But the great and leading observation, relative to these establishments, remains to be made. It is, that the owners of the soil and of the capital seldom consider themselves at home in the colony. A very great portion of the soil itself is usually owned in the mother country; a still greater is mortgaged for capital obtained there; and, in general, those who are to derive an interest from the products, look to the parent country as the place for enjoyment of their wealth. The population is therefore constantly fluctuating. Nobody comes but to return. A constant succession of owners, agents, and factors takes place. Whatsoever the soil, forced by the unmitigated toil of slavery, can yield, is borne home to defray rents, and interest, and agencies; or to give the means of living in a better society. In such a state, it is evident that no spirit of permanent improvement is likely to spring up. Profits will not be invested with a distant view of benefiting posterity. Roads and canals will hardly be built; schools will not be founded; colleges will not be endowed. There will be few fixtures in society; no principles of utility or of elegance, planted now, with the hope of being developed and expanded hereafter. Profit, immediate profit, must be the principal active spring in the social system. There may be many particular exceptions to these general remarks, but the outline of the whole, is such as is here drawn.

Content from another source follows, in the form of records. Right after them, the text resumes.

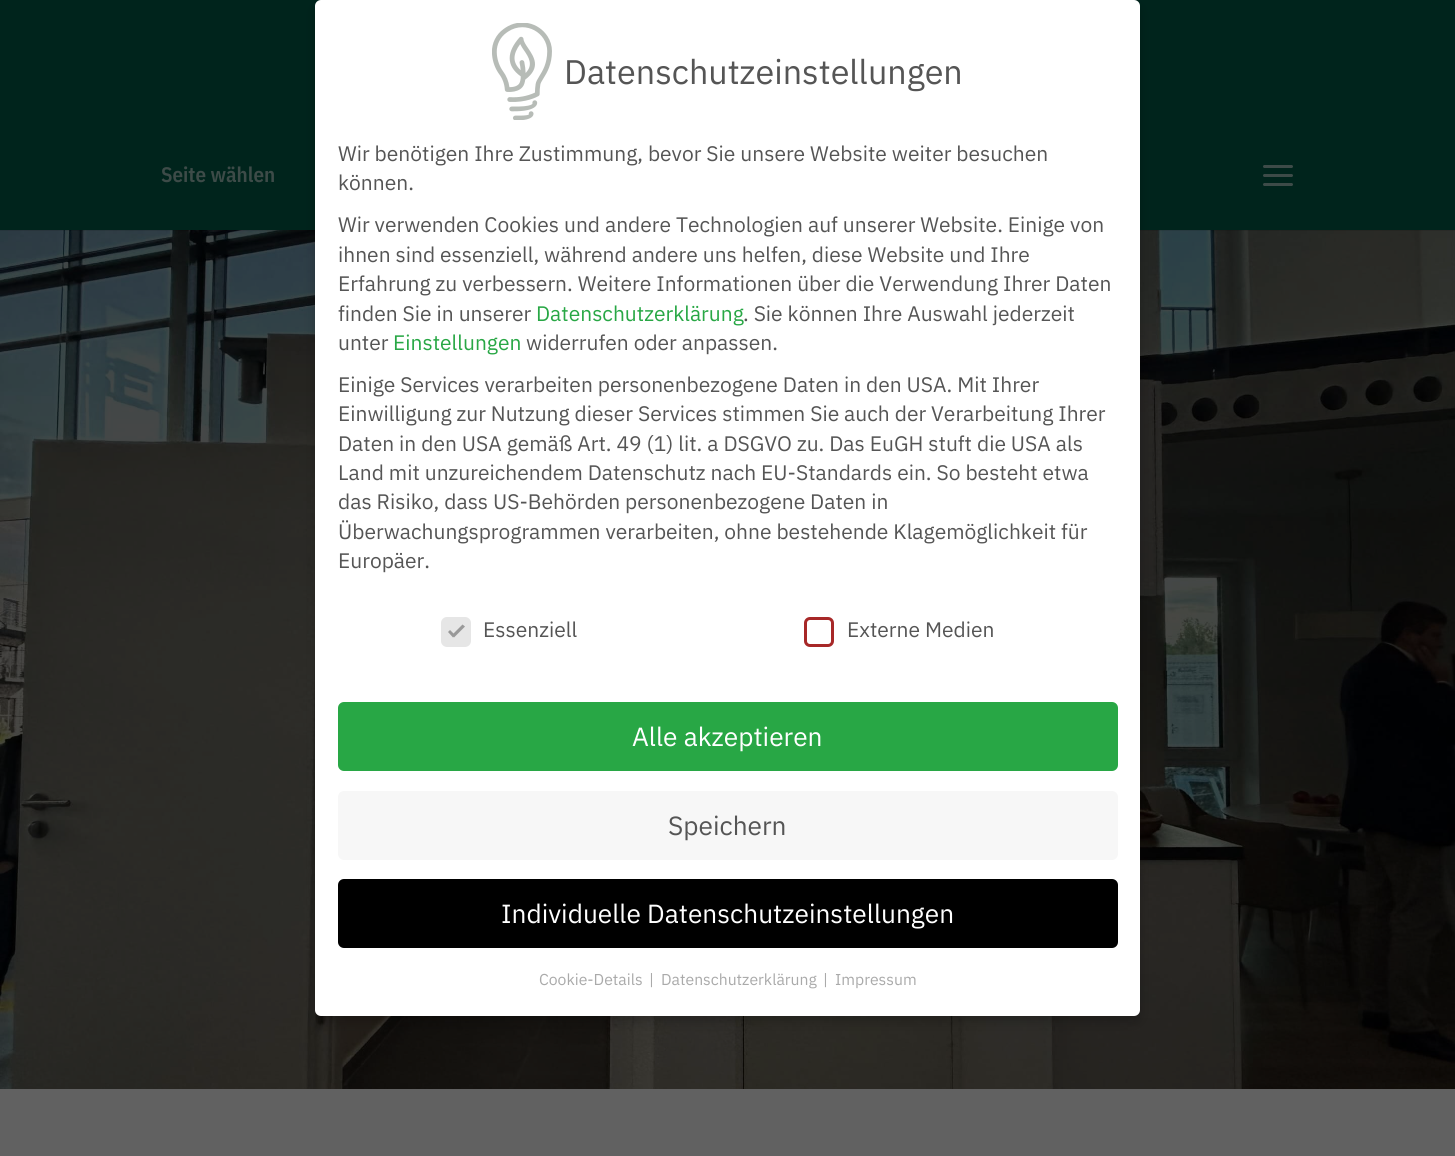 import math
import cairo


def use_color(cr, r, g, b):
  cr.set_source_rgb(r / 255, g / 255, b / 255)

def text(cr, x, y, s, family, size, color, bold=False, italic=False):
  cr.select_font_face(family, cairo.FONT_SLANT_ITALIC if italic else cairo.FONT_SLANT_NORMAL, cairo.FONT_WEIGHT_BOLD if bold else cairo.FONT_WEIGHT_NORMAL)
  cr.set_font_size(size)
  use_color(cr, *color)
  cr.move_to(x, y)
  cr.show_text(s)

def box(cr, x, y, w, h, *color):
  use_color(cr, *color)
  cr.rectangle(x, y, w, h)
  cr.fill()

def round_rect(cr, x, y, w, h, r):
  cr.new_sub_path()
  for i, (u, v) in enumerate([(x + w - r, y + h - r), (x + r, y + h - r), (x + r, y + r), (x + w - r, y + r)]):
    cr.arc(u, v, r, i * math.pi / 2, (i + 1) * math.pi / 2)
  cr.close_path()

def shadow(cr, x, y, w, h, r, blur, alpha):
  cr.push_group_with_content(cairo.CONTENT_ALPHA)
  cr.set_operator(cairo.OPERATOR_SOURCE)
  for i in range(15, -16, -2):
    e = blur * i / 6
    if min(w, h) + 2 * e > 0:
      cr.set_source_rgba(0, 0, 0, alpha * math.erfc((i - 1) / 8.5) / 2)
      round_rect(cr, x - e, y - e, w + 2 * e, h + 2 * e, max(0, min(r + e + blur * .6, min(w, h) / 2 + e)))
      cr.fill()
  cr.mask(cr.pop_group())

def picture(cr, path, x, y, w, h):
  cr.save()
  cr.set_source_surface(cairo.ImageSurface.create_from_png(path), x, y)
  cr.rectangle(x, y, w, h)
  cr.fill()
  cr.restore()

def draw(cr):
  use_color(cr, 255, 255, 255)
  cr.paint()
  picture(cr, "img_02.png", 0, 230, 1455, 859)
  cr.set_source_rgba(0, 0, 0, 0.1)
  cr.rectangle(0, 230, 1455, 1)
  cr.fill()
  box(cr, 0, 0, 1455, 230, 0, 36, 28)
  picture(cr, "img_01.png", 1263, 165, 30, 21)
  box(cr, 0, 1089, 1455, 67, 97, 97, 97)
  use_color(cr, 0, 0, 0)
  shadow(cr, 315, 6, 825, 1016, 6, 6, 0.2)
  use_color(cr, 255, 255, 255)
  round_rect(cr, 315, 0, 825, 1016, 6)
  cr.fill()
  picture(cr, "img_03.png", 492, 23, 60, 97)
  use_color(cr, 230, 230, 230)
  round_rect(cr, 442.5, 618.5, 27, 27, 4.5)
  cr.fill_preserve()
  cr.set_line_width(3)
  cr.stroke()
  use_color(cr, 153, 153, 153)
  cr.new_path()
  cr.move_to(462.5, 624.5)
  cr.line_to(465, 626.5)
  cr.line_to(454, 637.5)
  cr.line_to(452, 635)
  cr.close_path()
  cr.fill()
  cr.new_path()
  cr.move_to(450, 630)
  cr.line_to(455, 635)
  cr.line_to(453, 637.5)
  cr.line_to(448, 632)
  cr.close_path()
  cr.fill()
  round_rect(cr, 805.5, 618.5, 27, 27, 4.5)
  use_color(cr, 167, 40, 40)
  cr.stroke()
  use_color(cr, 40, 167, 69)
  round_rect(cr, 338, 702, 780, 69, 6)
  cr.fill()
  use_color(cr, 247, 247, 247)
  round_rect(cr, 338, 791, 780, 69, 6)
  cr.fill()
  use_color(cr, 0, 0, 0)
  round_rect(cr, 338, 879, 780, 69, 6)
  cr.fill()
  text(cr, 161, 182, "Seite wählen", "IBM Plex Sans Condensed SemiBold", 21, (61, 75, 72))
  text(cr, 564, 84, "Datenschutzeinstellungen", "IBM Plex Sans", 34.1, (85, 85, 85))
  text(cr, 338, 161, "Wir benötigen Ihre Zustimmung, bevor Sie unsere Website weiter besuchen", "IBM Plex Sans", 21, (85, 85, 85))
  text(cr, 338, 190, "können.", "IBM Plex Sans", 21, (85, 85, 85))
  text(cr, 338, 232, "Wir verwenden Cookies und andere Technologien auf unserer Website. Einige von", "IBM Plex Sans", 21, (85, 85, 85))
  text(cr, 338, 262, "ihnen sind essenziell, während andere uns helfen, diese Website und Ihre", "IBM Plex Sans", 21, (85, 85, 85))
  text(cr, 338, 291, "Erfahrung zu verbessern. Weitere Informationen über die Verwendung Ihrer Daten", "IBM Plex Sans", 21, (85, 85, 85))
  text(cr, 338, 321, "finden Sie in unserer", "IBM Plex Sans", 21, (85, 85, 85))
  text(cr, 536, 321, "Datenschutzerklärung", "IBM Plex Sans", 21, (40, 167, 69))
  text(cr, 743, 321, ". Sie können Ihre Auswahl jederzeit", "IBM Plex Sans", 21, (85, 85, 85))
  text(cr, 338, 350, "unter", "IBM Plex Sans", 21, (85, 85, 85))
  text(cr, 393, 350, "Einstellungen", "IBM Plex Sans", 21, (40, 167, 69))
  text(cr, 526, 350, "widerrufen oder anpassen.", "IBM Plex Sans", 21, (85, 85, 85))
  text(cr, 338, 392, "Einige Services verarbeiten personenbezogene Daten in den USA. Mit Ihrer", "IBM Plex Sans", 21, (85, 85, 85))
  text(cr, 338, 421, "Einwilligung zur Nutzung dieser Services stimmen Sie auch der Verarbeitung Ihrer", "IBM Plex Sans", 21, (85, 85, 85))
  text(cr, 338, 451, "Daten in den USA gemäß Art. 49 (1) lit. a DSGVO zu. Das EuGH stuft die USA als", "IBM Plex Sans", 21, (85, 85, 85))
  text(cr, 338, 480, "Land mit unzureichendem Datenschutz nach EU-Standards ein. So besteht etwa", "IBM Plex Sans", 21, (85, 85, 85))
  text(cr, 338, 509, "das Risiko, dass US-Behörden personenbezogene Daten in", "IBM Plex Sans", 21, (85, 85, 85))
  text(cr, 338, 539, "Überwachungsprogrammen verarbeiten, ohne bestehende Klagemöglichkeit für", "IBM Plex Sans", 21, (85, 85, 85))
  text(cr, 338, 568, "Europäer.", "IBM Plex Sans", 21, (85, 85, 85))
  text(cr, 483, 637, "Essenziell", "IBM Plex Sans", 21, (85, 85, 85))
  text(cr, 847, 637, "Externe Medien", "IBM Plex Sans", 21, (85, 85, 85))
  text(cr, 632, 746, "Alle akzeptieren", "IBM Plex Sans", 26.25, (255, 255, 255))
  text(cr, 668, 835, "Speichern", "IBM Plex Sans", 26.25, (85, 85, 85))
  text(cr, 501, 923, "Individuelle Datenschutzeinstellungen", "IBM Plex Sans", 26.25, (255, 255, 255))
  text(cr, 539, 985, "Cookie-Details", "IBM Plex Sans", 15.75, (170, 170, 170))
  text(cr, 649, 985, "|", "IBM Plex Sans", 15.75, (170, 170, 170))
  text(cr, 661, 985, "Datenschutzerklärung", "IBM Plex Sans", 15.75, (170, 170, 170))
  text(cr, 823, 985, "|", "IBM Plex Sans", 15.75, (170, 170, 170))
  text(cr, 835, 985, "Impressum", "IBM Plex Sans", 15.75, (170, 170, 170))


surface = cairo.ImageSurface(cairo.FORMAT_RGB24, 1455, 1156)
cr = cairo.Context(surface)
options = cairo.FontOptions()
options.set_hint_metrics(cairo.HINT_METRICS_OFF)
options.set_hint_style(cairo.HINT_STYLE_NONE)
cr.set_font_options(options)
cr.set_miter_limit(4)
draw(cr)
surface.write_to_png("out.png")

Another most important consequence of such a state of things is, that no idea of independence of the parent country is likely to arise; unless indeed it should spring up in a form, that would threaten universal desolation. The inhabitants have no strong attachment to the place which they inhabit. The hope of a great portion of them, is to leave it; and their great desire, to leave it soon. However useful they may be to the parent state, how much soever they may add to the conveniencies and luxuries of life, these colonies are not favored spots for the expansion of the human mind, for the progress of permanent improvement, or for sowing the seeds of future independent empire.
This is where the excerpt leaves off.